**What to work on:** The full listing, copied exactly, is the required output.
-- Opening Marker --
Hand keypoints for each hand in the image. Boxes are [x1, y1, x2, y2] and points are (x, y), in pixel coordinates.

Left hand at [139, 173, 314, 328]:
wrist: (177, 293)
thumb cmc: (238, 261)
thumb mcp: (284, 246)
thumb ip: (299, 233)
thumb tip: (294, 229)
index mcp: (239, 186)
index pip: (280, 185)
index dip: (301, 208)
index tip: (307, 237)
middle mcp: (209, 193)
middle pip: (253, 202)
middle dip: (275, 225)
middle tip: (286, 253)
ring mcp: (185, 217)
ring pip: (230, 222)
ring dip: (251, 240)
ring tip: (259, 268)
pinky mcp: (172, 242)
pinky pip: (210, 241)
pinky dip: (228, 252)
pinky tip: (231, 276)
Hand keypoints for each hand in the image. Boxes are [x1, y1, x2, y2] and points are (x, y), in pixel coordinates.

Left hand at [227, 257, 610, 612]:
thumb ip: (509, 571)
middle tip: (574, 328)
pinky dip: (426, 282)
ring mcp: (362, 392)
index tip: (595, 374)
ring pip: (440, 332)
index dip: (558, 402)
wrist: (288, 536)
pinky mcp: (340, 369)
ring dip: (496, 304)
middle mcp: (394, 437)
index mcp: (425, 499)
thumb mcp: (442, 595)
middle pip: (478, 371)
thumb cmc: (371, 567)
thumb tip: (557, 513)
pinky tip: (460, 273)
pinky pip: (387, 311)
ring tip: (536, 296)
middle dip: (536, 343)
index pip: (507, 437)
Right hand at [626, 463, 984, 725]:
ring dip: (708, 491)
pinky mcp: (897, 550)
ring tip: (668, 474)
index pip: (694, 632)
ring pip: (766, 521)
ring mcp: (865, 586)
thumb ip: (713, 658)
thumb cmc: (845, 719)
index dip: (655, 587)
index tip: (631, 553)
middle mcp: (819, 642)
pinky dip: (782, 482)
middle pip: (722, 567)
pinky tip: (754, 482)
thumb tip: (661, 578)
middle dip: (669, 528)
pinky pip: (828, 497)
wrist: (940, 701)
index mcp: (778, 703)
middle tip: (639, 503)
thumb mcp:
-- Closing Marker --
**Written response:**
Hand keypoints for each hand in the image. Boxes are [x1, y1, x2, y2] and points are (x, y), in pixel coordinates.

Left hand at [139, 173, 314, 328]:
wrist: (177, 293)
thumb cmc: (238, 261)
thumb mcp: (284, 246)
thumb ip: (299, 233)
thumb tip: (294, 229)
index mcp: (239, 186)
index pip: (280, 185)
index dip: (301, 208)
index tip: (307, 237)
middle mcp: (209, 193)
middle pip: (253, 202)
middle dip: (275, 225)
middle tip: (286, 253)
ring mcp: (185, 217)
ring pip: (230, 222)
ring dip: (251, 240)
ring tip: (259, 268)
pinky mcp: (172, 242)
pinky pip: (210, 241)
pinky dip: (228, 252)
pinky tip: (231, 276)
Hand keypoints for each hand in the image. Boxes are [x1, y1, x2, y2] and points are (x, y), in pixel coordinates.

Left hand at [227, 257, 610, 612]:
thumb ip: (509, 571)
middle tip: (574, 328)
pinky dip: (426, 282)
ring mcp: (362, 392)
index tip: (595, 374)
ring pip: (440, 332)
index dip: (558, 402)
wrist: (288, 536)
pinky mcp: (340, 369)
ring dip: (496, 304)
middle mcp: (394, 437)
index mcp: (425, 499)
thumb mcp: (442, 595)
middle pip: (478, 371)
thumb cmc: (371, 567)
thumb tip: (557, 513)
pinky tip: (460, 273)
pinky pip: (387, 311)
ring tip: (536, 296)
middle dip: (536, 343)
index pip: (507, 437)
Right hand at [626, 463, 984, 725]:
ring dip: (708, 491)
pinky mcp: (897, 550)
ring tip: (668, 474)
index pip: (694, 632)
ring pip: (766, 521)
ring mcp: (865, 586)
thumb ip: (713, 658)
thumb cmc: (845, 719)
index dip: (655, 587)
index tip: (631, 553)
middle mcp: (819, 642)
pinky dip: (782, 482)
middle pip: (722, 567)
pinky tip: (754, 482)
thumb tip: (661, 578)
middle dip: (669, 528)
pinky pip: (828, 497)
wrist: (940, 701)
index mcp: (778, 703)
middle tip: (639, 503)
thumb mcp:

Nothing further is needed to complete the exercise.